■ EXERCISE DETAILS
Pull out every line from the listing that has the word "with".

■ THE INPUT
◇ ◇ ◇ ◇

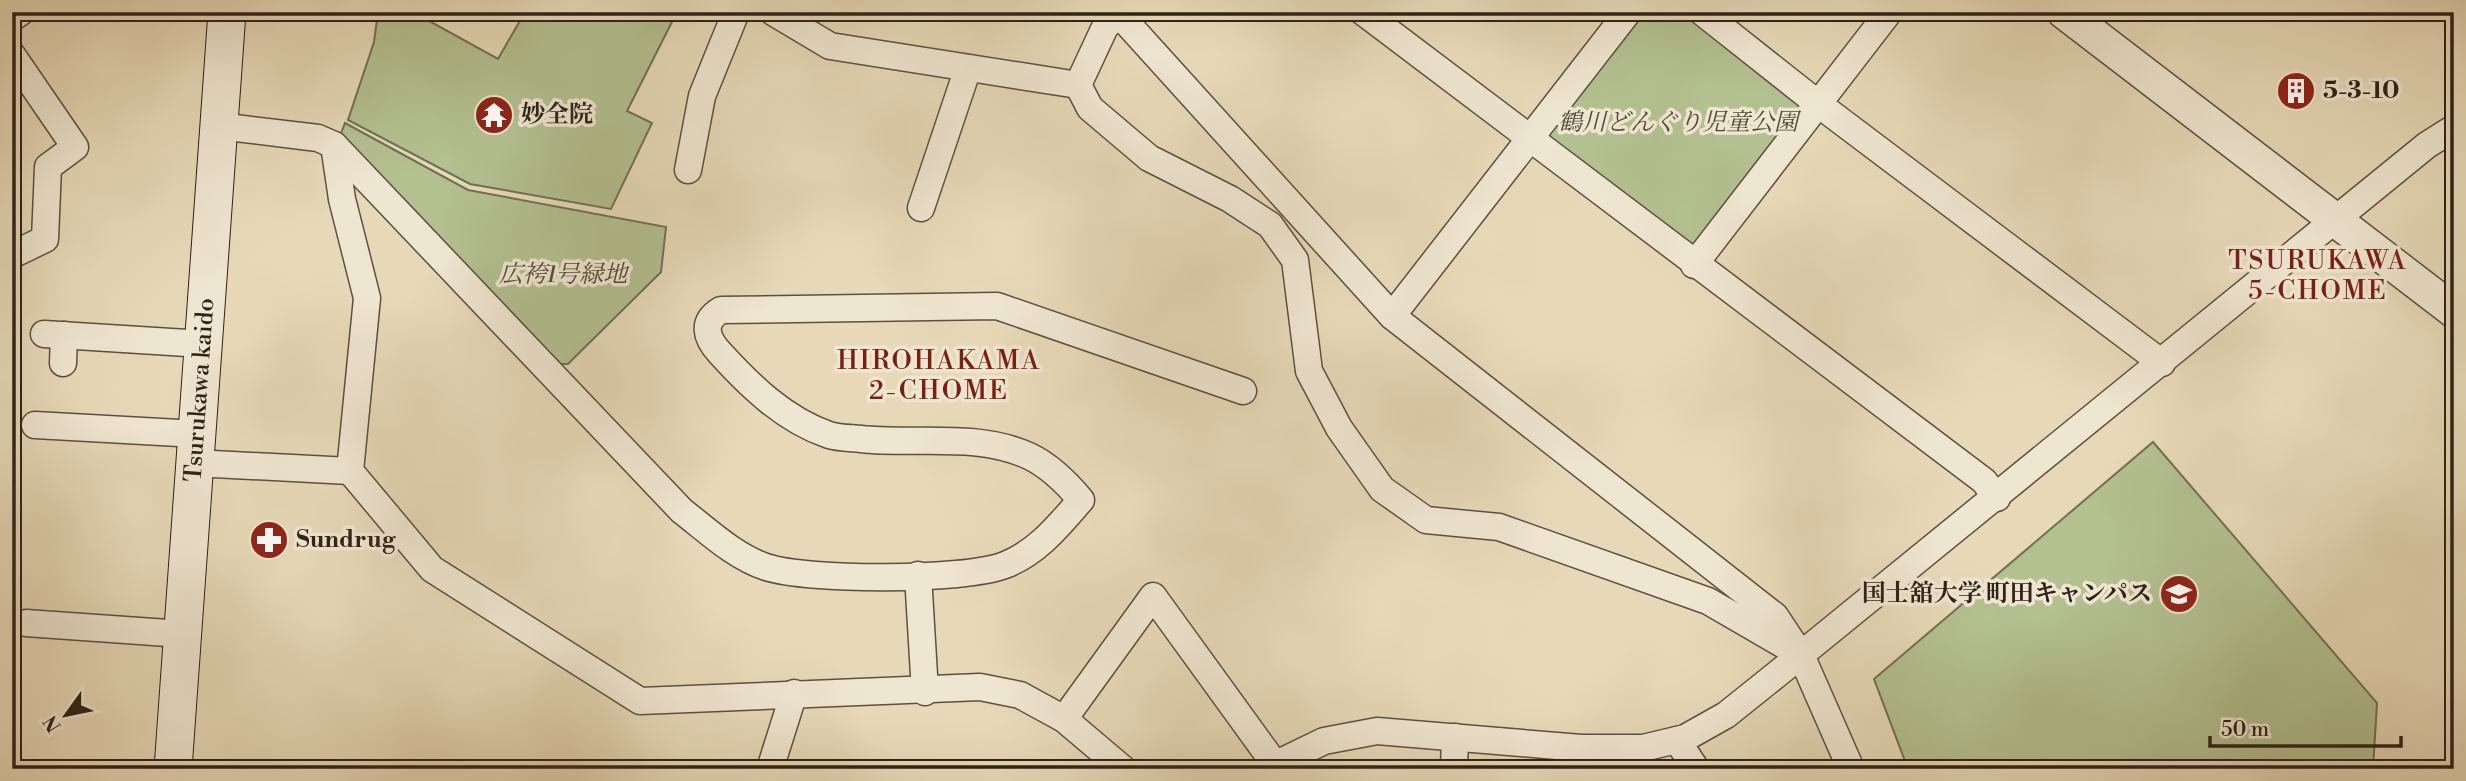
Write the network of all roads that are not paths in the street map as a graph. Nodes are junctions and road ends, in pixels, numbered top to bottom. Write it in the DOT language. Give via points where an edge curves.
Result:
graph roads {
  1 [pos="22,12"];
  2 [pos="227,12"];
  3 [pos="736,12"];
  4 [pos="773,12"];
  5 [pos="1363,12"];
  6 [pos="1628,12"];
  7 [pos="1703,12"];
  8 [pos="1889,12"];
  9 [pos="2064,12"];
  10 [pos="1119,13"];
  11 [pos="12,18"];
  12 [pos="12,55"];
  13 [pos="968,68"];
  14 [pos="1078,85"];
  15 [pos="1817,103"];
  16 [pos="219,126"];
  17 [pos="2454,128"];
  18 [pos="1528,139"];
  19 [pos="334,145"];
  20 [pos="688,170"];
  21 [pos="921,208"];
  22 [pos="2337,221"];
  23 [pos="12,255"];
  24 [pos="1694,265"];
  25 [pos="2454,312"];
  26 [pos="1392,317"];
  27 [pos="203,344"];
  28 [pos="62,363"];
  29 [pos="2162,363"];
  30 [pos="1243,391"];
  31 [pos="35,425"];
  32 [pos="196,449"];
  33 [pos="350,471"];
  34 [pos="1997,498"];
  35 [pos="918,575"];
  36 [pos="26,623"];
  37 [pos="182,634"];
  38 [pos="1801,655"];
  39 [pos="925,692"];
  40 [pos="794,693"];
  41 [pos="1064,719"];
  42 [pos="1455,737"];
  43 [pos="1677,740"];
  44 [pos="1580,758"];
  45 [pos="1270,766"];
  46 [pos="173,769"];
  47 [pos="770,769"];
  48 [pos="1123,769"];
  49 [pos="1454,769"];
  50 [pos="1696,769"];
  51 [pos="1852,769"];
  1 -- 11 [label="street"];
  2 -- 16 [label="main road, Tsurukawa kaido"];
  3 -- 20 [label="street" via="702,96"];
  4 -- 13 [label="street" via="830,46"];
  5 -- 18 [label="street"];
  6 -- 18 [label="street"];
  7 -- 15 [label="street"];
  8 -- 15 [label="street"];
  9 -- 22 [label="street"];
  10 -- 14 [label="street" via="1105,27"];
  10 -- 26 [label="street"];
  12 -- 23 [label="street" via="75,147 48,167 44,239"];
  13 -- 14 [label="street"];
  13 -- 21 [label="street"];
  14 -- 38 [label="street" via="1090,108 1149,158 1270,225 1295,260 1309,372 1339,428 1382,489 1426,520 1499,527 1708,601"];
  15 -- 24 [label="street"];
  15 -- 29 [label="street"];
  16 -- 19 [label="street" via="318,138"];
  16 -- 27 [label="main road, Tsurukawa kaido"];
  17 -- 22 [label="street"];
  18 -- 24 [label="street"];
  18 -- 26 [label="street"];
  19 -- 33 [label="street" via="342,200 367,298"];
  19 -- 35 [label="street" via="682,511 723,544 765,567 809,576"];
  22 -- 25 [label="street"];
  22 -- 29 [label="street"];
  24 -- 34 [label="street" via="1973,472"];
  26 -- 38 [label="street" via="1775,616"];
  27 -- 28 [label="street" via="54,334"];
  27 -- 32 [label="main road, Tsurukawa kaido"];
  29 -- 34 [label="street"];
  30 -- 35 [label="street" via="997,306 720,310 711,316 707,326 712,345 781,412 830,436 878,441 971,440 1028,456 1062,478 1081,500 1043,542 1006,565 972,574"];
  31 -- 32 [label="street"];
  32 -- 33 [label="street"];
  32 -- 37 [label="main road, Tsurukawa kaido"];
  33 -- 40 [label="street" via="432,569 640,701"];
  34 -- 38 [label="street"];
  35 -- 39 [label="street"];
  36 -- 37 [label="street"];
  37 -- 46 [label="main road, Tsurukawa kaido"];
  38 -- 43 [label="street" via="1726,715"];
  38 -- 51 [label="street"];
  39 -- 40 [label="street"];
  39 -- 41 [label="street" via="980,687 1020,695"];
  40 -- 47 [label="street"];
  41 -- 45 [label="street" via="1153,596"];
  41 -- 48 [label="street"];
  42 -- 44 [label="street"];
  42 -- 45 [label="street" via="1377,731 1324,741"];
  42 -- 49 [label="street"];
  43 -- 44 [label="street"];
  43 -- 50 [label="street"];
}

◇ ◇ ◇ ◇

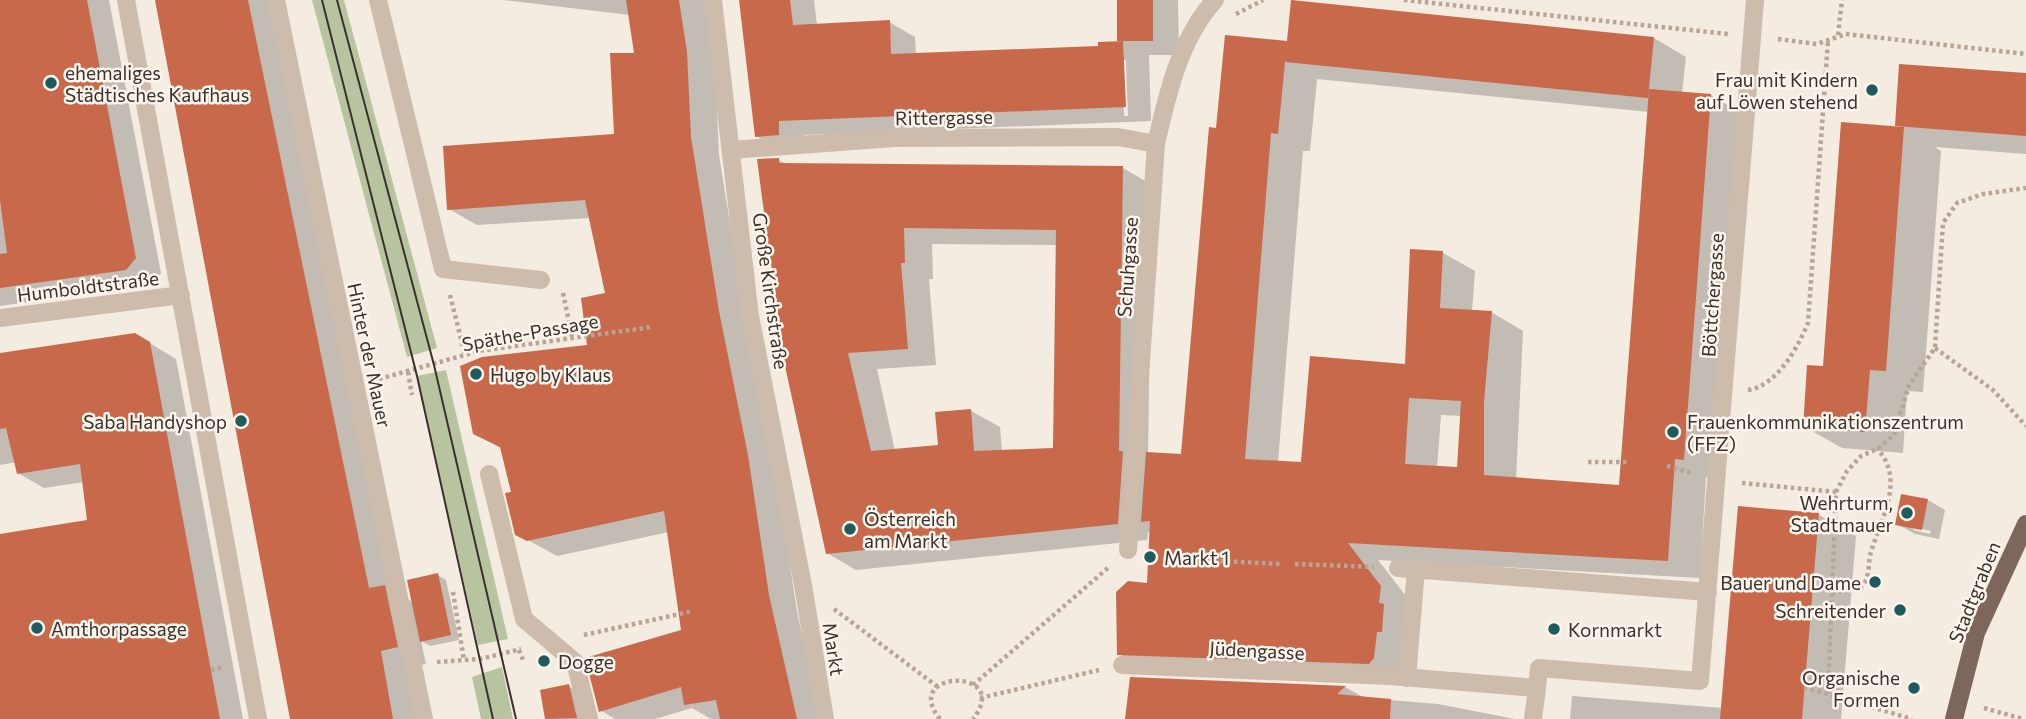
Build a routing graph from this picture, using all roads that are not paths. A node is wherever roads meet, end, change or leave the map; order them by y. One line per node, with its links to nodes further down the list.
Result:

◇ ◇ ◇ ◇

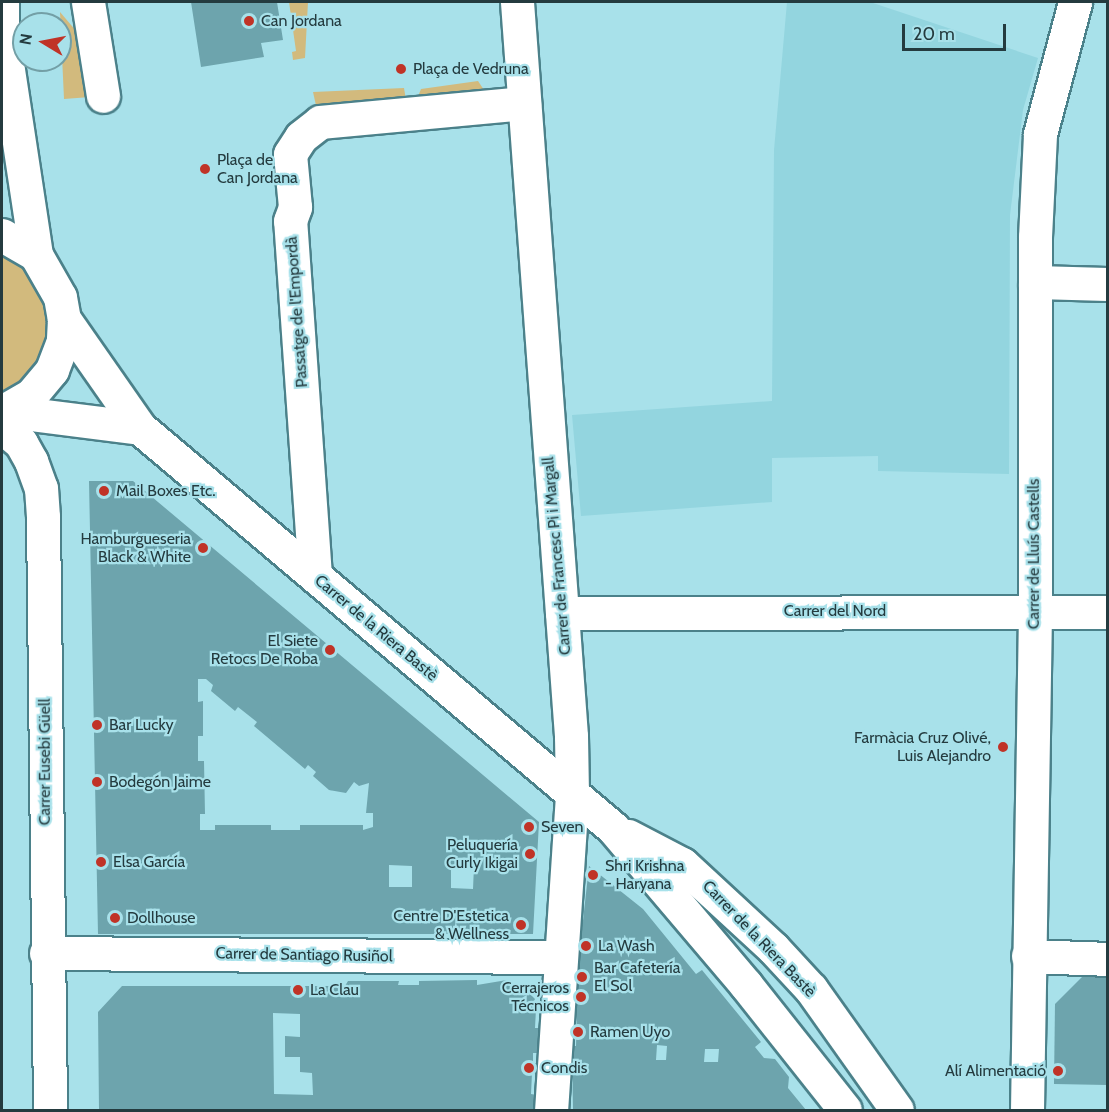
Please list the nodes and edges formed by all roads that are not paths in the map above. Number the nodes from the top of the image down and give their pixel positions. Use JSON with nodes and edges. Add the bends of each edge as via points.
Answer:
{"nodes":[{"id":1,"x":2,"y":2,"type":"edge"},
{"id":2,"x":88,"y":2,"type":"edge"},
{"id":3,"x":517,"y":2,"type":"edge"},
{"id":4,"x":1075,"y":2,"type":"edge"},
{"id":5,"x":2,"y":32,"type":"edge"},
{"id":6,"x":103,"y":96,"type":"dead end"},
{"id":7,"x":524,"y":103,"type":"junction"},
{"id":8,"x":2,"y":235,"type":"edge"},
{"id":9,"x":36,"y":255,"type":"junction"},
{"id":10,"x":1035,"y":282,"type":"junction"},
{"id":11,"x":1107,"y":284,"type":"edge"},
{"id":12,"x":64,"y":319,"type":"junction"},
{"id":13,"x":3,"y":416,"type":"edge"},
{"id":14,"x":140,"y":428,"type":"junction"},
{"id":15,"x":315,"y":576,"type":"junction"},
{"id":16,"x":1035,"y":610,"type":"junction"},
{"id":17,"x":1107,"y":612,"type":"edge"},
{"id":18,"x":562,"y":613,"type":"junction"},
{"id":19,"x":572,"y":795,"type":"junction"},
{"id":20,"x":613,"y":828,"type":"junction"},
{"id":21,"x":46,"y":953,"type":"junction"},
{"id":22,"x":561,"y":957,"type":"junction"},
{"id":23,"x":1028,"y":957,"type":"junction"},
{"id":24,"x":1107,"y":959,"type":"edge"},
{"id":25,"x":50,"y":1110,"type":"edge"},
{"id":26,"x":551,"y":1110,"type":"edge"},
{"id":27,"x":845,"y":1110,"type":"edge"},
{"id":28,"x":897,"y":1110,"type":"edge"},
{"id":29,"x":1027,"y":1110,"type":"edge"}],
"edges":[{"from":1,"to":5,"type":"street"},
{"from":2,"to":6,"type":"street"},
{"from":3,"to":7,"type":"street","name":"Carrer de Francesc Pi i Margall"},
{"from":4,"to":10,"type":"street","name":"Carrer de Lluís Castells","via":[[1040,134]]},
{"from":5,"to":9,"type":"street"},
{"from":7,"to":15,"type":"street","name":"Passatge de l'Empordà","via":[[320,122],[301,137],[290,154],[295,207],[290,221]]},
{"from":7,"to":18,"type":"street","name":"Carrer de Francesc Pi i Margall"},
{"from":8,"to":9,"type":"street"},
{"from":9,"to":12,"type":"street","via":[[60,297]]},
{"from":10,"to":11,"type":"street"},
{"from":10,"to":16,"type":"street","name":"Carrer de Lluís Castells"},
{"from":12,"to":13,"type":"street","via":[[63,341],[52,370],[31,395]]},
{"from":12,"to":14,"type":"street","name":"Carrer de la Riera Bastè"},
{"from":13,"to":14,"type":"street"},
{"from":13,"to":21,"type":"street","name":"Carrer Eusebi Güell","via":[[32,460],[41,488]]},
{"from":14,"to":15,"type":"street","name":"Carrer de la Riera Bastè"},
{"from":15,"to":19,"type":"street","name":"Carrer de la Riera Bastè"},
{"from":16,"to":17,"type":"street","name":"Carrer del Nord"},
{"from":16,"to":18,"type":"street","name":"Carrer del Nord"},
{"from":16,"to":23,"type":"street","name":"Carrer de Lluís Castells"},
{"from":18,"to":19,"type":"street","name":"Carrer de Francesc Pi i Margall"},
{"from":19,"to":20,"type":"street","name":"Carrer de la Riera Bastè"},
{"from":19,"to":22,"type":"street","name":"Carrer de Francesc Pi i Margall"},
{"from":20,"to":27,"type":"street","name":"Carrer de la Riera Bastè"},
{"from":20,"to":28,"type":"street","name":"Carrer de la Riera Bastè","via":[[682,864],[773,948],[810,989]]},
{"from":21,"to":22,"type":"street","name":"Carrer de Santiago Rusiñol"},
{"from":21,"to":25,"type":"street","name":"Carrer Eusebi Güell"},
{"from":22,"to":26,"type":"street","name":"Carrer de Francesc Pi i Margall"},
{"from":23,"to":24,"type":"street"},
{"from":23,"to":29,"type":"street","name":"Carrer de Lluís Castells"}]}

◇ ◇ ◇ ◇

■ ANSWER SECTION
Build a routing graph from this picture, using all roads that are not paths. A node is wherever roads meet, end, change or leave the map; order them by y. One line per node, with its links to nodes further down the list.
Please list the nodes and edges formed by all roads that are not paths in the map above. Number the nodes from the top of the image down and give their pixel positions. Use JSON with nodes and edges. Add the bends of each edge as via points.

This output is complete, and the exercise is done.